Last Updated on February 16, 2023
To be completely honest, I didn’t know very much about the novelist Eugenia Price before my visit to St. Simon’s Island several years ago. This charming destination is one of five Golden Isles nestled along Georgia’s southeast Atlantic Coast.
But while there, I happened to visit Christ Church Frederica. It was on this very site where John and Charles Wesley preached a sermon before returning to England to found the Methodist Church. Though the original structure built in 1820 was destroyed in the Civil War, the Gothic-style church was rebuilt in 1886—now serving as the third oldest Episcopal parish in the country.
Its stained-glass windows depict biblical stories. The church’s cemetery, a resting place for the island’s earliest and most notable residents, serenely carpets the ground under ancient moss-draped oaks. While waiting for my docent to arrive, I felt compelled to slip out the back door and head to the cemetery. Through the drizzle, I pulled up the hood on my rain jacket and began exploring the grounds.
I walked past gravestones of early island settlers, plantation owners, and Christ Church builder-deacon Anson Greene Phelps Dodge along with his two wives and child. There are also unmarked graves dating back to 1796.
Then I came across the Eugenia Price St. Simon’s Island gravesite. It’s not as though there was anything special about the site. A flat stone engraved with her name and the dates of her birth and death. I couldn’t make out all the words below her name, however I did read, “Light and eternity and love and all are mine at last.”
Next to her was the gravestone of Joyce Knight Blackstone.
I’m not sure what drew me in or continued piquing my interest, but on the trip, I asked questions, and when I returned home, I started researching the intriguing life of Eugenia Price.

A Charleston, West Virginia native, Eugenia Price spent most of her career in the northeast. She was living in Chicago at the time of her visit to St. Simon’s Island with her lifelong friend and colleague, children’s book author Joyce Blackburn.
On a whim, Eugenia Price and Blackburn decided to visit St. Simon’s Island after Price finished a book signing in Florida. It would seem the four-mile drive over the bridge from the mainland to the stunning barrier isle was about to change their lives forever.
The writers fell head over heels in love with St. Simon’s, its moss-draped oaks, shimmering beaches, and rippled-grass marshes. They were drawn in with its history, especially after discovering the graves of James Gould, the builder of the original St. Simon’s Lighthouse and those of the Dodge families.
In the mid-1960s, Price and Blackburn permanently moved to St. Simon’s Island.

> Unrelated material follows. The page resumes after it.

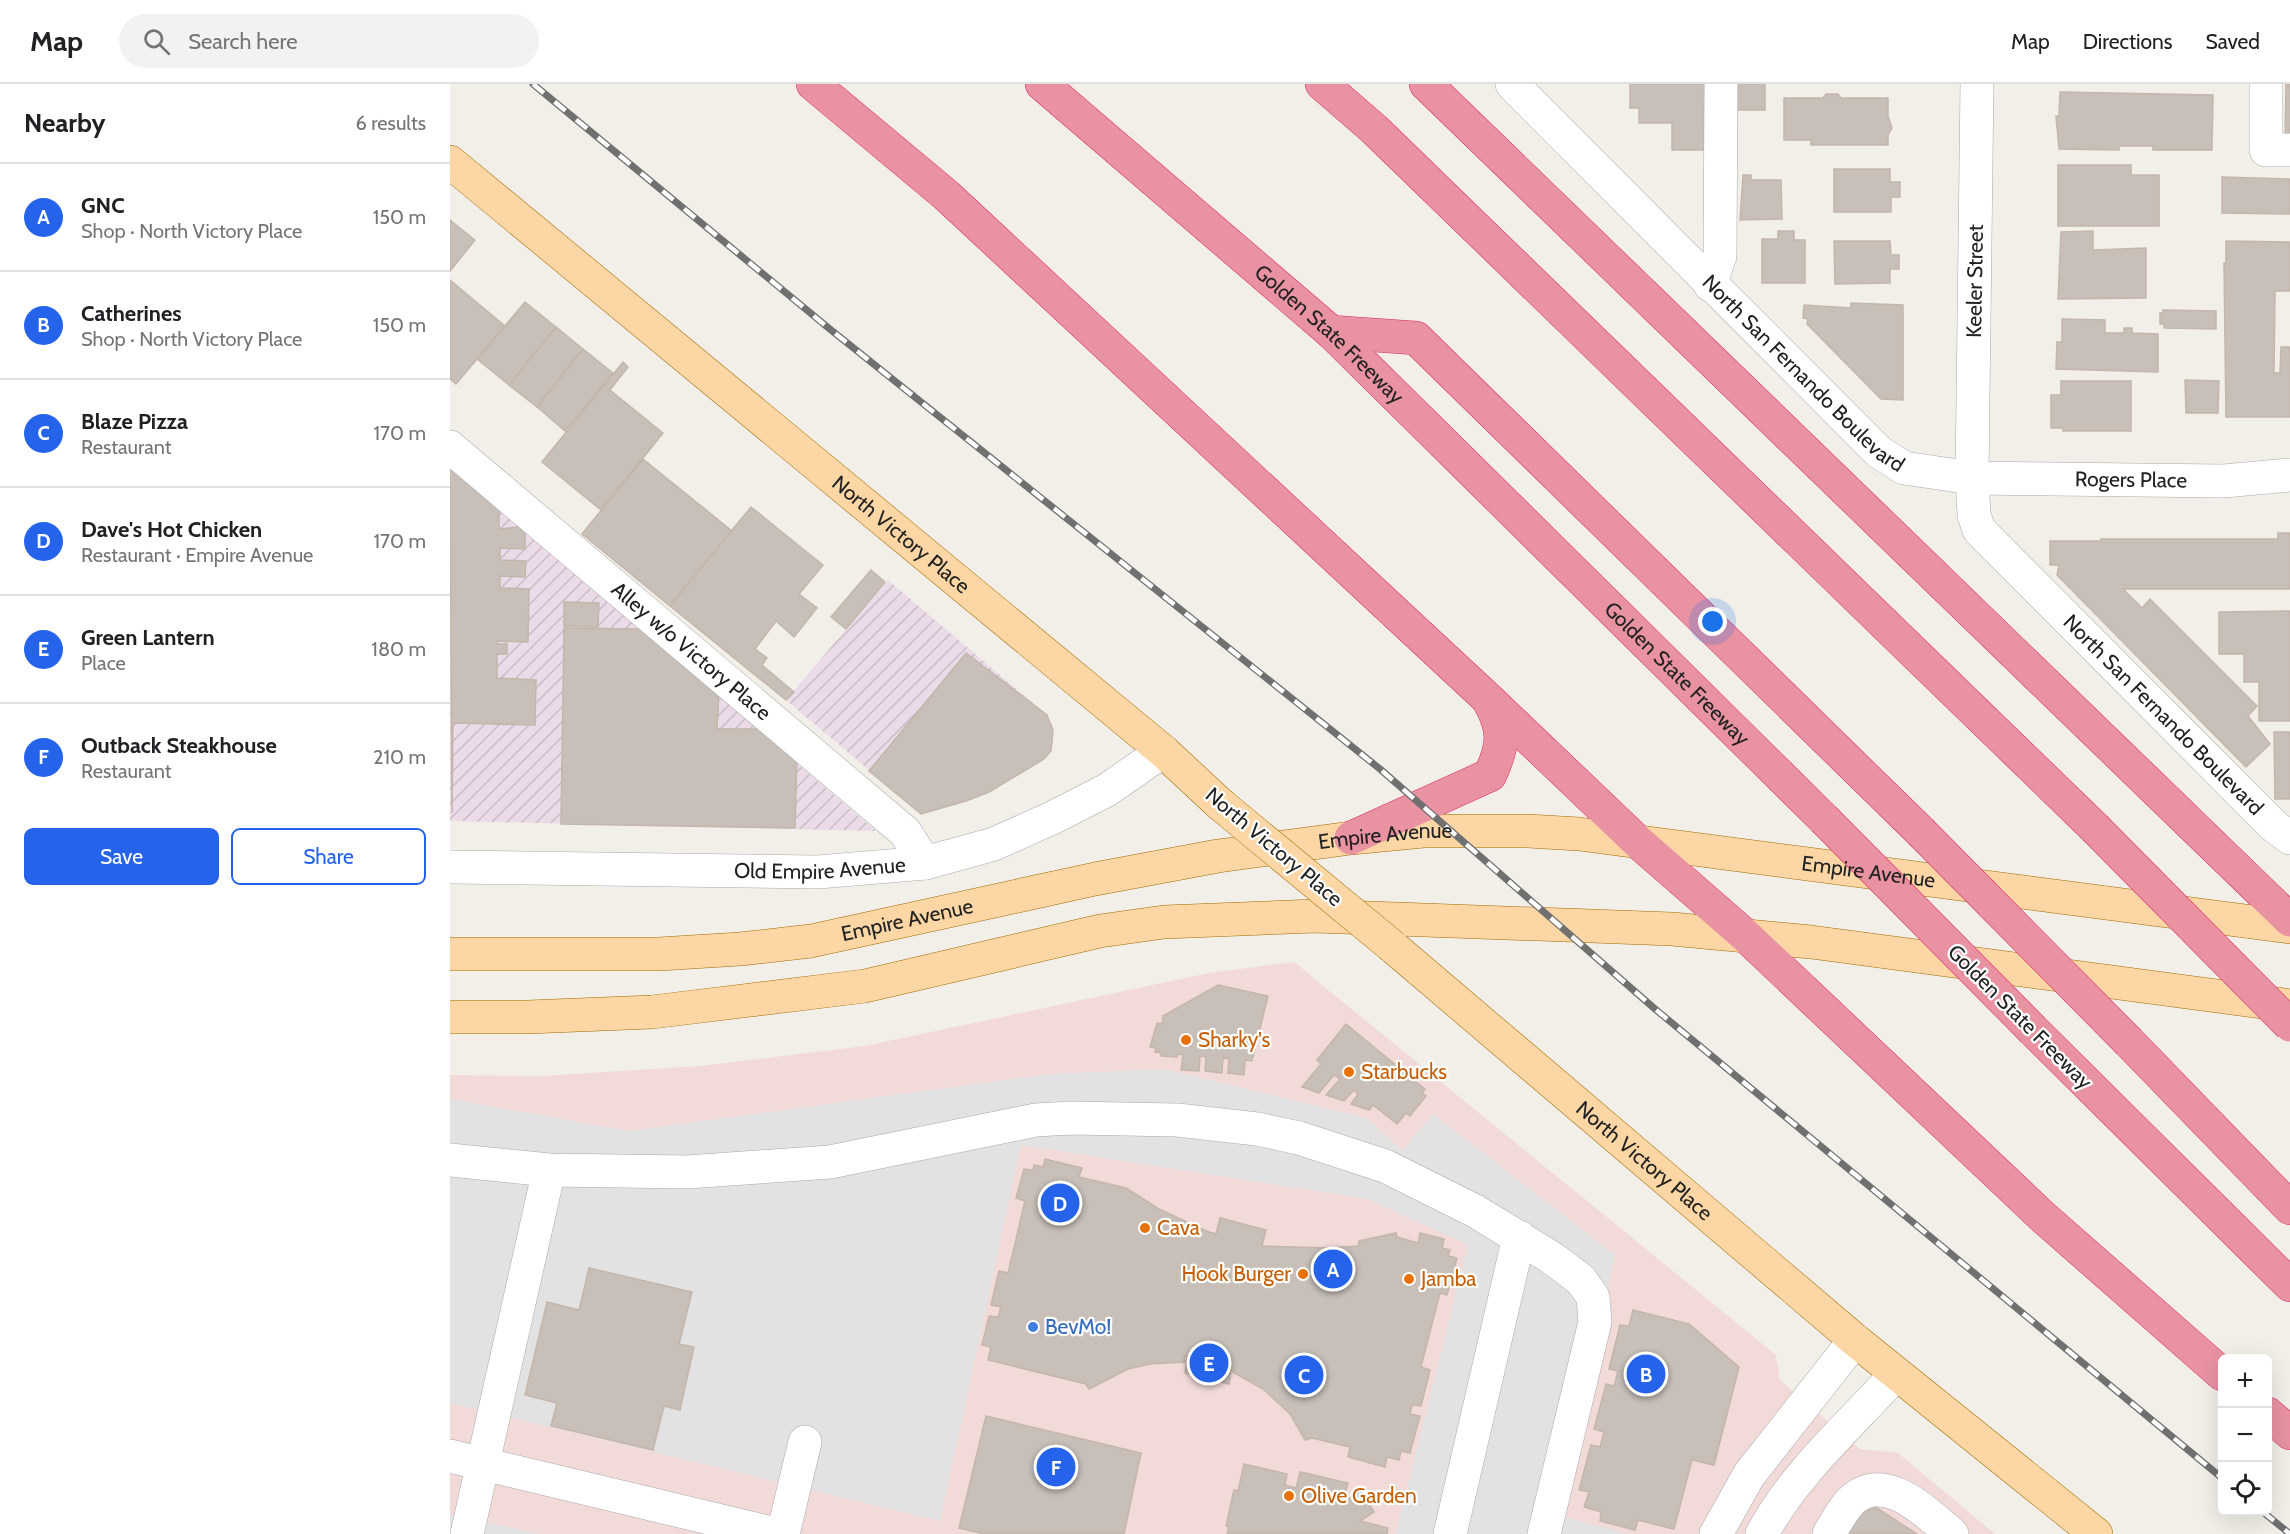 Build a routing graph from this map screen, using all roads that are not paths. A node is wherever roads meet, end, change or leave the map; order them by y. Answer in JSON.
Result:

Three years after meticulously researching the area, including the Dodge and Gould families and their descendants, Price published her popular St. Simon’s romance trilogy: “Lighthouse, “New Moon Rising” and “The Beloved Invader.” She became the South’s most popular writer of antebellum romantic fiction.
Over the years, her spiritual and geographic journeys inspired her writing. She also brought renewed interested in the history and beauty of the Golden Isles of St. Simons, Jekyll Island, Sea Island, Cumberland Island and Little St. Simons Island. It is often said that it was because of her writing that more visitors became interested in traveling to this breathtaking region.
A substantial number of tourists visiting the island each year come specifically to scout out the houses, marshes, and other haunts of Eugenia Price that she historically and compellingly described in her novels.
Price demonstrated steadfast commitment to the community. A truly liberated woman of the sixties, she worked tirelessly to ensure the island’s precious treasures—its marshes, beaches, indigenous flora and wildlife–would not be harmed by growing industry or development. She supported the preservation of its renowned historical sites like Fort Frederica National Monument and the Lighthouse Museum.

But a social creature she was not, and therefore did not have a highly visible presence in St. Simon’s Island society. She preferred a quiet evening at home surrounded by her close circle of friends.
Learning more about Price’s life gave me a deeper appreciation of the island. As a matter of fact, on a return visit, I made it a point–like many other visitors–to spend time in the places she so beautifully described in her novels. These included St. Simon’s Island Lighthouse Museum, Christ Church Frederica, Cannon’s Point Preserve and Gasgoigne Bluff. They had a richer meaning to me after reading her novels and the story of her well-lived life.
At the time of her death in 1996, Price had written 14 novels, 22 inspirational books and three autobiographies. She sold more than 40 million books in 18 languages. True to her dedication, she finished her last book, “The Waiting Time,” only a few short weeks before she died on May 28th. When she was laid to rest in Christ Church Frederica cemetery, it was of no surprise, a private ceremony. She was never married and never had children.
While at Christ Church Frederica, I stopped in the cemetery once again to pay respect to a woman who followed her heart and her dreams. I wanted to show gratitude for the life she dedicated to preservation and conservation, and for inspiring others to fall in love with this resplendent isle she captured so beautifully with her words.
“Light and eternity and love and all are mine at last.”